Entertainment and Eating
Damen Avenue is the epicenter of shopping and dining in Bucktown, but there are also stretches of Diversey Parkway, Fullerton, Elston, Milwaukee, and Armitage Avenues that offer excellent sources of eating and entertainment.
For dining, the options are plentiful: Le Bouchon is as close as you can get to Paris without crossing the Atlantic and has been in the neighborhood since 1993. The Bristol serves American food — also with an excellent wine list. The Bento Box is a heralded, small, Asian-inspired restaurant that offers BYOB, take out, and delivery. And the StopAlong is a fun spot with New-York-style pizza “and other good stuff.”
Finally, the Bucktown Arts Fest is an annual two-day event in August at which 190 individual artists sell their work.
The original location of Margie’s Candies, a candy and ice cream parlor, is on Western in Bucktown. It opened under a different name in 1921, then became Margie’s in 1933. Photo cropped from the original, taken in 2007 by Marc Heiden, via Wikimedia Commons.
Notably, many conveniences — department stores, large grocery chains, box stores, and the like — are located between the expressway and the river.
A typical commute to the Loop from Bucktown using public transportation takes anywhere from 30 to 40 minutes, door to door, depending on when you get out the door. To get to O’Hare Airport via public transportation takes right around 45 minutes. By car, a typical drive to the Loop without traffic takes about 1o to 15 minutes, and a trip to O’Hare is about 15 to 20 minutes, again without traffic.
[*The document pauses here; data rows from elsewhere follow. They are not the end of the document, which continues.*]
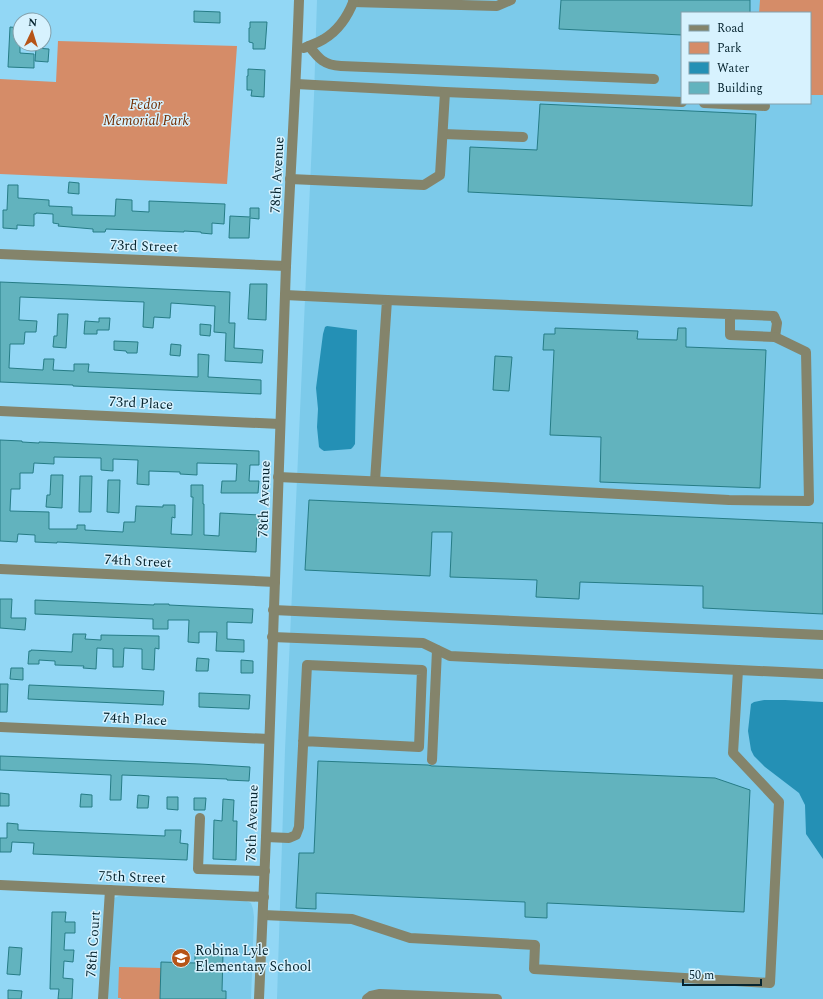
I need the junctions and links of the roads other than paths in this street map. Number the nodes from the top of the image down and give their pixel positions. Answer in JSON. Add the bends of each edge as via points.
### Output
{"nodes":[{"id":1,"x":300,"y":0,"type":"edge"},
{"id":2,"x":511,"y":0,"type":"edge"},
{"id":3,"x":353,"y":1,"type":"edge"},
{"id":4,"x":309,"y":46,"type":"junction"},
{"id":5,"x":298,"y":51,"type":"junction"},
{"id":6,"x":654,"y":79,"type":"dead end"},
{"id":7,"x":296,"y":84,"type":"junction"},
{"id":8,"x":445,"y":92,"type":"junction"},
{"id":9,"x":681,"y":102,"type":"edge"},
{"id":10,"x":724,"y":104,"type":"edge"},
{"id":11,"x":765,"y":106,"type":"dead end"},
{"id":12,"x":443,"y":134,"type":"junction"},
{"id":13,"x":523,"y":137,"type":"dead end"},
{"id":14,"x":290,"y":180,"type":"junction"},
{"id":15,"x":0,"y":254,"type":"edge"},
{"id":16,"x":286,"y":266,"type":"junction"},
{"id":17,"x":285,"y":295,"type":"junction"},
{"id":18,"x":388,"y":300,"type":"junction"},
{"id":19,"x":730,"y":314,"type":"junction"},
{"id":20,"x":775,"y":336,"type":"junction"},
{"id":21,"x":0,"y":411,"type":"edge"},
{"id":22,"x":280,"y":424,"type":"junction"},
{"id":23,"x":278,"y":477,"type":"junction"},
{"id":24,"x":375,"y":481,"type":"junction"},
{"id":25,"x":0,"y":569,"type":"edge"},
{"id":26,"x":275,"y":582,"type":"junction"},
{"id":27,"x":274,"y":610,"type":"junction"},
{"id":28,"x":823,"y":634,"type":"edge"},
{"id":29,"x":272,"y":637,"type":"junction"},
{"id":30,"x":437,"y":650,"type":"junction"},
{"id":31,"x":738,"y":670,"type":"junction"},
{"id":32,"x":823,"y":674,"type":"edge"},
{"id":33,"x":0,"y":727,"type":"edge"},
{"id":34,"x":269,"y":739,"type":"junction"},
{"id":35,"x":303,"y":742,"type":"junction"},
{"id":36,"x":432,"y":760,"type":"dead end"},
{"id":37,"x":200,"y":818,"type":"dead end"},
{"id":38,"x":266,"y":837,"type":"junction"},
{"id":39,"x":265,"y":871,"type":"junction"},
{"id":40,"x":0,"y":885,"type":"edge"},
{"id":41,"x":110,"y":890,"type":"junction"},
{"id":42,"x":264,"y":897,"type":"junction"},
{"id":43,"x":263,"y":915,"type":"junction"},
{"id":44,"x":104,"y":999,"type":"edge"},
{"id":45,"x":260,"y":999,"type":"edge"},
{"id":46,"x":367,"y":999,"type":"edge"},
{"id":47,"x":497,"y":999,"type":"edge"}],
"edges":[{"from":1,"to":5,"type":"street","name":"78th Avenue"},
{"from":2,"to":3,"type":"street","via":[[497,6]]},
{"from":3,"to":4,"type":"street","via":[[342,24],[324,39]]},
{"from":4,"to":5,"type":"street"},
{"from":4,"to":6,"type":"street","via":[[321,60],[340,66]]},
{"from":5,"to":7,"type":"street","name":"78th Avenue"},
{"from":7,"to":8,"type":"street"},
{"from":7,"to":14,"type":"street","name":"78th Avenue"},
{"from":8,"to":9,"type":"street"},
{"from":8,"to":12,"type":"street"},
{"from":10,"to":11,"type":"street"},
{"from":12,"to":13,"type":"street"},
{"from":12,"to":14,"type":"street","via":[[440,175],[424,185]]},
{"from":14,"to":16,"type":"street","name":"78th Avenue"},
{"from":15,"to":16,"type":"street","name":"73rd Street"},
{"from":16,"to":17,"type":"street","name":"78th Avenue"},
{"from":17,"to":18,"type":"street"},
{"from":17,"to":22,"type":"street","name":"78th Avenue"},
{"from":18,"to":19,"type":"street"},
{"from":18,"to":24,"type":"street"},
{"from":19,"to":20,"type":"street","via":[[774,316],[777,323]]},
{"from":19,"to":20,"type":"street","via":[[730,335]]},
{"from":20,"to":24,"type":"street","via":[[806,352],[809,501],[729,500]]},
{"from":21,"to":22,"type":"street","name":"73rd Place"},
{"from":22,"to":23,"type":"street","name":"78th Avenue"},
{"from":23,"to":24,"type":"street"},
{"from":23,"to":26,"type":"street","name":"78th Avenue"},
{"from":25,"to":26,"type":"street","name":"74th Street"},
{"from":26,"to":27,"type":"street","name":"78th Avenue"},
{"from":27,"to":28,"type":"street"},
{"from":27,"to":29,"type":"street","name":"78th Avenue"},
{"from":29,"to":30,"type":"street","via":[[422,643]]},
{"from":29,"to":34,"type":"street","name":"78th Avenue"},
{"from":30,"to":31,"type":"street","via":[[450,656]]},
{"from":30,"to":36,"type":"street"},
{"from":31,"to":32,"type":"street"},
{"from":31,"to":43,"type":"street","via":[[733,753],[779,802],[770,982],[534,969],[535,945],[410,938],[352,919]]},
{"from":33,"to":34,"type":"street","name":"74th Place"},
{"from":34,"to":38,"type":"street","name":"78th Avenue"},
{"from":35,"to":35,"type":"street","via":[[307,665],[422,670],[419,747]]},
{"from":35,"to":38,"type":"street","via":[[299,827],[296,835],[289,838]]},
{"from":37,"to":39,"type":"street","via":[[198,868]]},
{"from":38,"to":39,"type":"street","name":"78th Avenue"},
{"from":39,"to":42,"type":"street","name":"78th Avenue"},
{"from":40,"to":41,"type":"street","name":"75th Street"},
{"from":41,"to":42,"type":"street","name":"75th Street"},
{"from":41,"to":44,"type":"street","name":"78th Court"},
{"from":42,"to":43,"type":"street","name":"78th Avenue"},
{"from":43,"to":45,"type":"street","name":"78th Avenue"},
{"from":46,"to":47,"type":"street","via":[[380,994]]}]}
Most locations in Bucktown offer easy access to I90/I94.
Walkscore.com considers Bucktown a walker’s paradise, meaning daily errands do not require a car. The neighborhood has excellent transit and is considered a biker’s paradise. The 606 recreational trail runs right along the southern border of the neighborhood, perfect for avid bikers, commuters, and those who enjoy the occasional leisurely ride — as well as for runners!
According to Zillow, the median home value in Bucktown is a bit more affordable than neighboring Wicker Park. Home values have remained relatively stable and are projected to do so over the next year.
A Bit of History
According to the Encyclopedia of Chicago, “Bucktown supposedly takes its name from the goats that roamed its streets at the turn of the twentieth century.” (Male goats are known as “bucks.”) It started out as an enclave of working-class Polish immigrants, and was nicknamed “Little Poland.” After the Chicago Fire of 1871, the immigrant laborer community in Bucktown continued to grow. Germans, Scandinavians, and other moved to the area and built large mansions using brick and stone.
In the 1970s, both Bucktown and Wicker Park began attracting artists and musicians looking for affordable housing options, marking the beginning of both a cultural and economic boom for the area. The architecture has become more eclectic since this time, as well, making for neighborhood streets that include converted industrial lofts and modernist mansions alongside historic brownstones.
If you’d like to learn more about living in Bucktown Chicago, I recommend exploring the following resources:
- Wicker Park Bucktown Chamber of Commerce
- Bucktown Community Organization
- West Bucktown Neighborhood Association
- Near Northwest Arts Council
- Friends of Holstein Park
Interested in living in Bucktown Chicago? I don’t have any active listings in the neighborhood as of this writing, but I’ve worked in Bucktown in the past. Please feel free to contact me for more information on buying — or selling — a home in Bucktown.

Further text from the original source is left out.